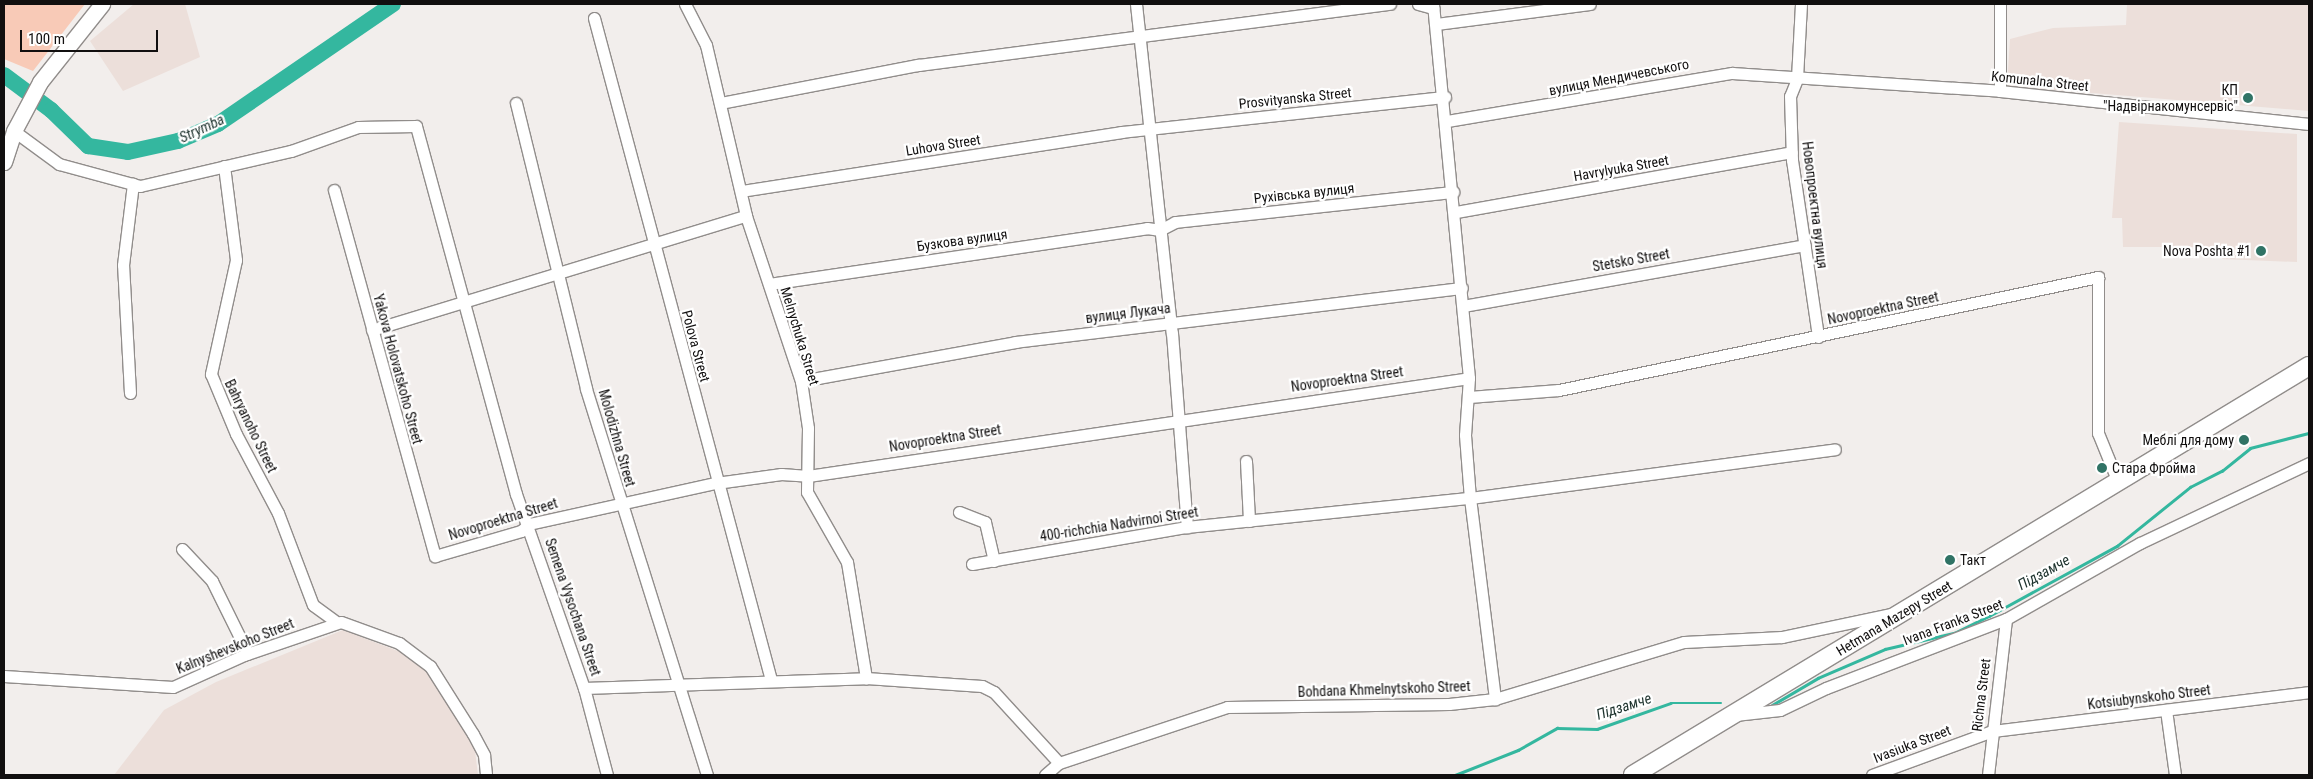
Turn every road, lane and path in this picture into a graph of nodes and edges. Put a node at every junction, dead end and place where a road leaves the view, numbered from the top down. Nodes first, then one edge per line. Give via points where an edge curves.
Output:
1 (102, 4) edge
2 (686, 4) edge
3 (1136, 4) edge
4 (1390, 4) edge
5 (1418, 4) edge
6 (1590, 4) edge
7 (1801, 4) edge
8 (2000, 4) edge
9 (1433, 6) edge
10 (594, 18) dead end
11 (1436, 24) junction
12 (1140, 39) junction
13 (1797, 79) junction
14 (2000, 91) junction
15 (1445, 97) junction
16 (516, 103) dead end
17 (720, 103) junction
18 (1447, 121) junction
19 (2309, 124) edge
20 (1149, 130) junction
21 (14, 131) junction
22 (1792, 152) junction
23 (4, 162) edge
24 (224, 166) junction
25 (133, 184) junction
26 (334, 190) dead end
27 (741, 192) junction
28 (1454, 192) junction
29 (1456, 212) junction
30 (746, 216) junction
31 (1160, 230) junction
32 (1805, 245) junction
33 (655, 247) junction
34 (557, 274) junction
35 (769, 284) junction
36 (1462, 288) junction
37 (465, 301) junction
38 (1463, 306) junction
39 (1169, 323) junction
40 (372, 330) junction
41 (1818, 337) junction
42 (2309, 366) edge
43 (1469, 378) junction
44 (801, 381) junction
45 (130, 393) dead end
46 (1469, 397) junction
47 (1178, 417) junction
48 (1835, 449) dead end
49 (1246, 461) dead end
50 (2309, 463) edge
51 (808, 476) junction
52 (2118, 482) junction
53 (716, 483) junction
54 (1470, 498) junction
55 (620, 503) junction
56 (960, 512) dead end
57 (1249, 521) junction
58 (528, 524) junction
59 (1187, 527) junction
60 (182, 549) dead end
61 (435, 556) joint
62 (994, 561) junction
63 (972, 564) dead end
64 (1905, 611) junction
65 (2006, 619) junction
66 (335, 622) junction
67 (248, 654) junction
68 (4, 676) edge
69 (866, 678) junction
70 (772, 680) junction
71 (678, 684) junction
72 (584, 688) junction
73 (2309, 692) edge
74 (1495, 699) junction
75 (2166, 710) junction
76 (1733, 715) junction
77 (1992, 731) junction
78 (1059, 763) junction
79 (486, 775) edge
80 (607, 775) edge
81 (708, 775) edge
82 (1045, 775) edge
83 (1633, 775) edge
84 (1872, 775) edge
85 (1988, 775) edge
86 (2175, 775) edge

1 - 21 main road via 40,82
2 - 17 street, Melnychuka Street via 706,45
3 - 12 street
4 - 12 street
5 - 9 street
6 - 11 street
7 - 13 street, Новопроектна вулиця
8 - 14 street
9 - 11 street
10 - 33 street, Polova Street
11 - 15 street
12 - 17 street via 918,65
12 - 20 street
13 - 14 street, Komunalna Street
13 - 18 street, вулиця Мендичевського via 1710,76
13 - 22 street, Новопроектна вулиця via 1790,96
14 - 19 street, Komunalna Street
15 - 18 street
15 - 20 street, Prosvityanska Street
16 - 34 street, Molodizhna Street
17 - 27 street, Melnychuka Street
18 - 28 street
20 - 27 street, Luhova Street
20 - 31 street
21 - 23 main road
21 - 25 street via 59,164
22 - 29 street, Havrylyuka Street
22 - 32 street, Новопроектна вулиця
24 - 25 street via 174,182
24 - 37 street, Semena Vysochana Street via 291,152 358,127 416,126
24 - 66 street, Bahryanoho Street via 236,260 211,374 236,434 278,513 314,605
25 - 45 street via 123,274
26 - 40 street, Yakova Holovatskoho Street
27 - 30 street, Melnychuka Street
28 - 29 street
28 - 31 street, Рухівська вулиця via 1175,222
29 - 36 street
30 - 33 street
30 - 35 street, Melnychuka Street
31 - 35 street, Бузкова вулиця via 1147,228
31 - 39 street
32 - 38 street, Stetsko Street
32 - 41 street, Новопроектна вулиця
33 - 34 street
33 - 53 street, Polova Street
34 - 37 street
34 - 55 street, Molodizhna Street
35 - 44 street, Melnychuka Street
36 - 38 street
36 - 39 street, вулиця Лукача
37 - 40 street
37 - 58 street, Semena Vysochana Street via 516,494
38 - 43 street
39 - 44 street, вулиця Лукача via 1015,342
39 - 47 street
40 - 61 street, Yakova Holovatskoho Street
41 - 46 street, Novoproektna Street via 1559,390
41 - 52 street, Novoproektna Street via 2098,277 2098,433
42 - 52 main road, Hetmana Mazepy Street
43 - 46 street
43 - 47 street, Novoproektna Street
44 - 51 street, Melnychuka Street via 808,428
46 - 54 street via 1465,435
47 - 51 street, Novoproektna Street
47 - 59 street
48 - 54 street
49 - 57 street
50 - 65 street, Ivana Franka Street via 2140,543
51 - 53 street, Novoproektna Street via 781,474
51 - 69 street, Melnychuka Street via 807,492 847,562
52 - 64 main road, Hetmana Mazepy Street
53 - 55 street, Novoproektna Street
53 - 70 street, Polova Street
54 - 57 street, 400-richchia Nadvirnoi Street
54 - 74 street
55 - 58 street, Novoproektna Street
55 - 71 street, Molodizhna Street
56 - 62 street via 985,522
57 - 59 street, 400-richchia Nadvirnoi Street
58 - 61 street, Novoproektna Street via 521,531
58 - 72 street, Semena Vysochana Street
59 - 62 street, 400-richchia Nadvirnoi Street
60 - 67 street via 212,581
62 - 63 street, 400-richchia Nadvirnoi Street
64 - 74 street, Bohdana Khmelnytskoho Street via 1782,637 1684,642
64 - 76 main road, Hetmana Mazepy Street
65 - 76 street, Ivana Franka Street via 1826,688 1780,710
65 - 77 street, Richna Street
66 - 67 street, Kalnyshevskoho Street
66 - 79 street via 399,643 430,666 484,755
67 - 68 street, Kalnyshevskoho Street via 172,688
69 - 70 street, Semena Vysochana Street
69 - 78 street, Semena Vysochana Street via 982,686 994,692
70 - 71 street, Semena Vysochana Street
71 - 72 street, Semena Vysochana Street
71 - 81 street, Molodizhna Street
72 - 80 street
73 - 75 street, Kotsiubynskoho Street
74 - 78 street, Bohdana Khmelnytskoho Street via 1449,704 1228,707
75 - 77 street, Kotsiubynskoho Street
75 - 86 street
76 - 83 main road, Hetmana Mazepy Street
77 - 84 street, Ivasiuka Street
77 - 85 street, Richna Street
78 - 82 street, Bohdana Khmelnytskoho Street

What is being asked
Transcribe every line from the records above without alteration, and leave out the images.

Task solution
Turn every road, lane and path in this picture into a graph of nodes and edges. Put a node at every junction, dead end and place where a road leaves the view, numbered from the top down. Nodes first, then one edge per line. Give via points where an edge curves.
Output:
1 (102, 4) edge
2 (686, 4) edge
3 (1136, 4) edge
4 (1390, 4) edge
5 (1418, 4) edge
6 (1590, 4) edge
7 (1801, 4) edge
8 (2000, 4) edge
9 (1433, 6) edge
10 (594, 18) dead end
11 (1436, 24) junction
12 (1140, 39) junction
13 (1797, 79) junction
14 (2000, 91) junction
15 (1445, 97) junction
16 (516, 103) dead end
17 (720, 103) junction
18 (1447, 121) junction
19 (2309, 124) edge
20 (1149, 130) junction
21 (14, 131) junction
22 (1792, 152) junction
23 (4, 162) edge
24 (224, 166) junction
25 (133, 184) junction
26 (334, 190) dead end
27 (741, 192) junction
28 (1454, 192) junction
29 (1456, 212) junction
30 (746, 216) junction
31 (1160, 230) junction
32 (1805, 245) junction
33 (655, 247) junction
34 (557, 274) junction
35 (769, 284) junction
36 (1462, 288) junction
37 (465, 301) junction
38 (1463, 306) junction
39 (1169, 323) junction
40 (372, 330) junction
41 (1818, 337) junction
42 (2309, 366) edge
43 (1469, 378) junction
44 (801, 381) junction
45 (130, 393) dead end
46 (1469, 397) junction
47 (1178, 417) junction
48 (1835, 449) dead end
49 (1246, 461) dead end
50 (2309, 463) edge
51 (808, 476) junction
52 (2118, 482) junction
53 (716, 483) junction
54 (1470, 498) junction
55 (620, 503) junction
56 (960, 512) dead end
57 (1249, 521) junction
58 (528, 524) junction
59 (1187, 527) junction
60 (182, 549) dead end
61 (435, 556) joint
62 (994, 561) junction
63 (972, 564) dead end
64 (1905, 611) junction
65 (2006, 619) junction
66 (335, 622) junction
67 (248, 654) junction
68 (4, 676) edge
69 (866, 678) junction
70 (772, 680) junction
71 (678, 684) junction
72 (584, 688) junction
73 (2309, 692) edge
74 (1495, 699) junction
75 (2166, 710) junction
76 (1733, 715) junction
77 (1992, 731) junction
78 (1059, 763) junction
79 (486, 775) edge
80 (607, 775) edge
81 (708, 775) edge
82 (1045, 775) edge
83 (1633, 775) edge
84 (1872, 775) edge
85 (1988, 775) edge
86 (2175, 775) edge

1 - 21 main road via 40,82
2 - 17 street, Melnychuka Street via 706,45
3 - 12 street
4 - 12 street
5 - 9 street
6 - 11 street
7 - 13 street, Новопроектна вулиця
8 - 14 street
9 - 11 street
10 - 33 street, Polova Street
11 - 15 street
12 - 17 street via 918,65
12 - 20 street
13 - 14 street, Komunalna Street
13 - 18 street, вулиця Мендичевського via 1710,76
13 - 22 street, Новопроектна вулиця via 1790,96
14 - 19 street, Komunalna Street
15 - 18 street
15 - 20 street, Prosvityanska Street
16 - 34 street, Molodizhna Street
17 - 27 street, Melnychuka Street
18 - 28 street
20 - 27 street, Luhova Street
20 - 31 street
21 - 23 main road
21 - 25 street via 59,164
22 - 29 street, Havrylyuka Street
22 - 32 street, Новопроектна вулиця
24 - 25 street via 174,182
24 - 37 street, Semena Vysochana Street via 291,152 358,127 416,126
24 - 66 street, Bahryanoho Street via 236,260 211,374 236,434 278,513 314,605
25 - 45 street via 123,274
26 - 40 street, Yakova Holovatskoho Street
27 - 30 street, Melnychuka Street
28 - 29 street
28 - 31 street, Рухівська вулиця via 1175,222
29 - 36 street
30 - 33 street
30 - 35 street, Melnychuka Street
31 - 35 street, Бузкова вулиця via 1147,228
31 - 39 street
32 - 38 street, Stetsko Street
32 - 41 street, Новопроектна вулиця
33 - 34 street
33 - 53 street, Polova Street
34 - 37 street
34 - 55 street, Molodizhna Street
35 - 44 street, Melnychuka Street
36 - 38 street
36 - 39 street, вулиця Лукача
37 - 40 street
37 - 58 street, Semena Vysochana Street via 516,494
38 - 43 street
39 - 44 street, вулиця Лукача via 1015,342
39 - 47 street
40 - 61 street, Yakova Holovatskoho Street
41 - 46 street, Novoproektna Street via 1559,390
41 - 52 street, Novoproektna Street via 2098,277 2098,433
42 - 52 main road, Hetmana Mazepy Street
43 - 46 street
43 - 47 street, Novoproektna Street
44 - 51 street, Melnychuka Street via 808,428
46 - 54 street via 1465,435
47 - 51 street, Novoproektna Street
47 - 59 street
48 - 54 street
49 - 57 street
50 - 65 street, Ivana Franka Street via 2140,543
51 - 53 street, Novoproektna Street via 781,474
51 - 69 street, Melnychuka Street via 807,492 847,562
52 - 64 main road, Hetmana Mazepy Street
53 - 55 street, Novoproektna Street
53 - 70 street, Polova Street
54 - 57 street, 400-richchia Nadvirnoi Street
54 - 74 street
55 - 58 street, Novoproektna Street
55 - 71 street, Molodizhna Street
56 - 62 street via 985,522
57 - 59 street, 400-richchia Nadvirnoi Street
58 - 61 street, Novoproektna Street via 521,531
58 - 72 street, Semena Vysochana Street
59 - 62 street, 400-richchia Nadvirnoi Street
60 - 67 street via 212,581
62 - 63 street, 400-richchia Nadvirnoi Street
64 - 74 street, Bohdana Khmelnytskoho Street via 1782,637 1684,642
64 - 76 main road, Hetmana Mazepy Street
65 - 76 street, Ivana Franka Street via 1826,688 1780,710
65 - 77 street, Richna Street
66 - 67 street, Kalnyshevskoho Street
66 - 79 street via 399,643 430,666 484,755
67 - 68 street, Kalnyshevskoho Street via 172,688
69 - 70 street, Semena Vysochana Street
69 - 78 street, Semena Vysochana Street via 982,686 994,692
70 - 71 street, Semena Vysochana Street
71 - 72 street, Semena Vysochana Street
71 - 81 street, Molodizhna Street
72 - 80 street
73 - 75 street, Kotsiubynskoho Street
74 - 78 street, Bohdana Khmelnytskoho Street via 1449,704 1228,707
75 - 77 street, Kotsiubynskoho Street
75 - 86 street
76 - 83 main road, Hetmana Mazepy Street
77 - 84 street, Ivasiuka Street
77 - 85 street, Richna Street
78 - 82 street, Bohdana Khmelnytskoho Street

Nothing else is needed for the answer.